Kammermusiksaal der Berliner Philharmonie, Kantaten 4 und 5 aus Bachs Weihnachtsoratorium sowie seine Kantate 65 "Sie werden aus Saba alle kommen", ursprünglich komponiert für den Tag der Heiligen Drei Könige, heute eher gemahnend an einen Einheizer aus dem CSU-Wahlkampf. Was die Bläsersolisten angeht muss offen bleiben, ob sie engagiert wurden aufgrund ihrer musikalischen Fähigkeiten, oder einfach, weil sie so prima Namen und tolle Instrumente haben: Barnabas Kubina (Solohorn), Robert Ehrlich (Blockflöte), Frank Forst (Solofagottist) und – wie könnte es anders sein, auch wenn sie keinen so prima Namen hat - Gabriele Bastian (Solo-Oboe).

Das Engagement der Vocalisten hingegen geht eindeutig auf ihre Stimmen zurück, denn namentlich - Mojca Erdmann, Dominik Wörner, Ulrike Bartsch, Ralph Eschrig – können sie der Bläsersektion keinesfalls das Wasser reichen. Heribert Breuer holte einstweilen ganz und vollumfänglich auch noch das letzte Quäntchen Sakralität aus der Musik raus. Plötzlich war quasi schon Weihnachten, fehlten nur noch die Geschenke.

Neujahr. Was liegt hier näher als ein Neujahrskonzert? Eher leichte Kost - Vivaldi, auch Mozart, etwa ein Adagio aus dem Konzert für Klarinette und Orchester in A-Dur KV 622 - für schwere Köpfe bot das Festival Orchestra Berlin unter der Leitung von Stefan Bevier im Berliner Dom. An der Klarinette diesmal Oskar Michallik, ausufernd-euphorische Ovationen waren die Folge. Recht belebend insgesamt.

Und doch kriegt, wer heute ins Konzert geht, doch recht häufig zu hören: "Ah, Du gehst ins Konzert. Was willst Du denn da? Schlafen?" Dabei bieten Konzerte mit beispielsweise obligater Oboe, gespielt nach Vorlagen von Menschen, die vor unserer Zeit lebten, so manchen unschätzbaren Vorteil: es gibt vergleichsweise wenig Randale, und geschunkelt wird eigentlich auch nie.

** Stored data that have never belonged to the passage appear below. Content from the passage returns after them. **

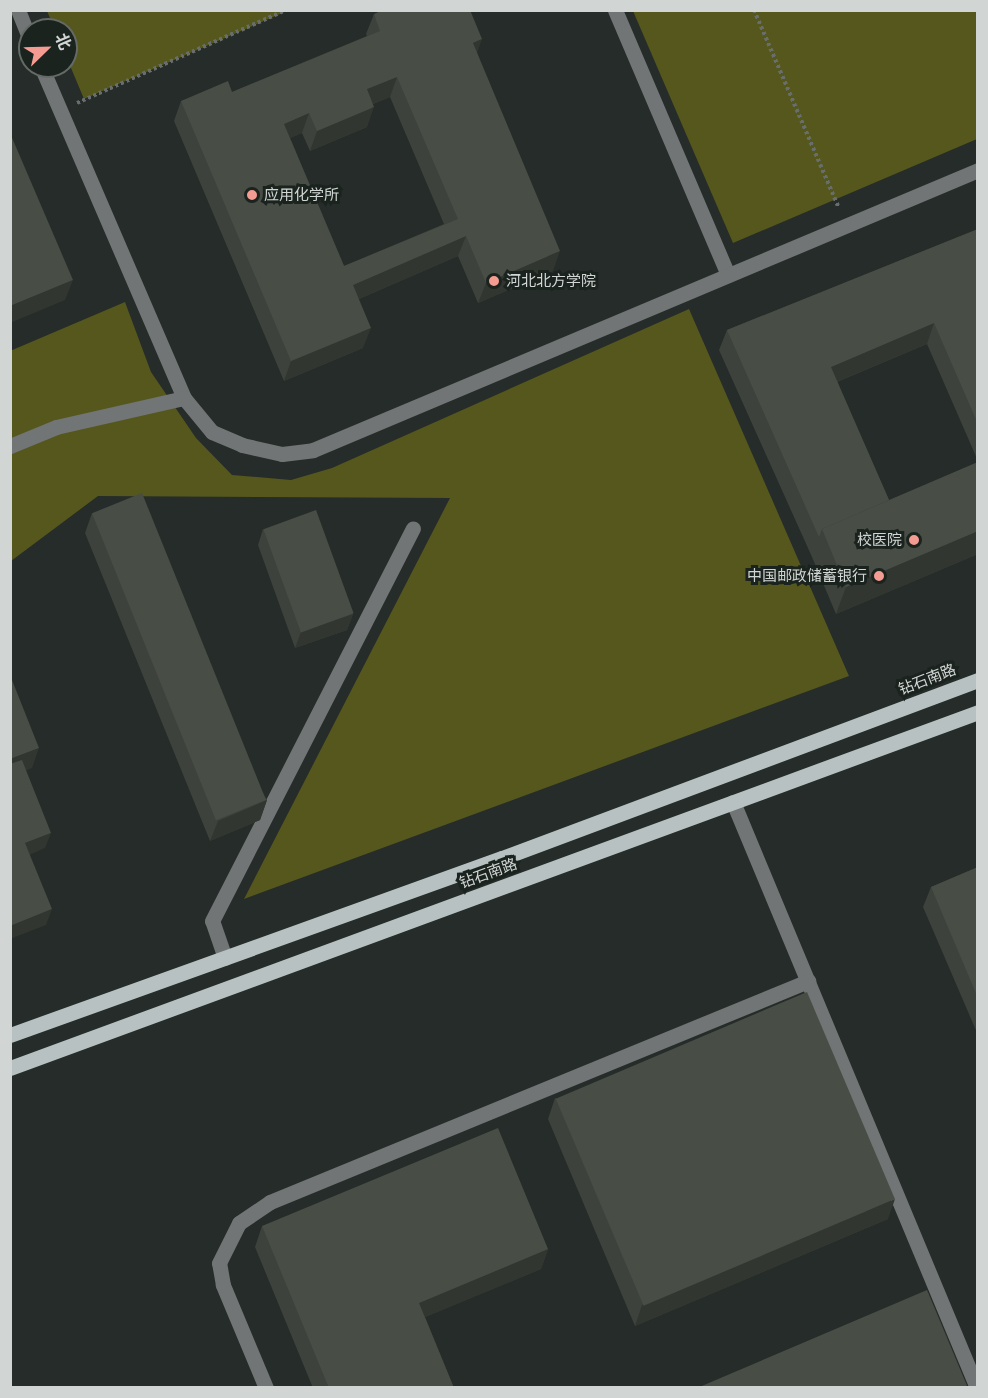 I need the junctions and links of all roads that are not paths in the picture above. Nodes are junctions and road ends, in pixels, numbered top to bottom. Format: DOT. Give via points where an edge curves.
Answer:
graph roads {
  1 [pos="615,10"];
  2 [pos="46,78"];
  3 [pos="978,170"];
  4 [pos="728,275"];
  5 [pos="184,398"];
  6 [pos="10,446"];
  7 [pos="414,528"];
  8 [pos="978,680"];
  9 [pos="978,712"];
  10 [pos="733,802"];
  11 [pos="225,958"];
  12 [pos="808,981"];
  13 [pos="10,1035"];
  14 [pos="10,1068"];
  15 [pos="266,1388"];
  16 [pos="977,1388"];
  1 -- 4 [label="lane"];
  2 -- 5 [label="lane"];
  3 -- 4 [label="lane"];
  4 -- 5 [label="lane" via="313,450 282,453 242,445 212,432"];
  5 -- 6 [label="lane" via="56,427"];
  7 -- 11 [label="lane" via="212,921"];
  8 -- 11 [label="main road, 钻石南路"];
  9 -- 10 [label="main road, 钻石南路"];
  10 -- 12 [label="lane"];
  10 -- 14 [label="main road, 钻石南路"];
  11 -- 13 [label="main road, 钻石南路"];
  12 -- 15 [label="lane" via="270,1202 238,1223 219,1263 223,1285"];
  12 -- 16 [label="lane"];
}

Und doch ist ein Zusammenhang von sakralen Songs und Punkrock kaum zu leugnen. Denn schon Elvis wusste zu berichten: "Während in der Kirche gesungen wurde, tanzten die Priester um die Leute herum. Daher habe ich die Idee für meinen Bühnenhüftschwung - weil die Priester das so machten. die Gemeinde fand es toll, und ich erinnere mich, dass eines Tages ein Priester sogar auf das Piano sprang. Ich denke, ich habe eine Menge von ihnen gelernt."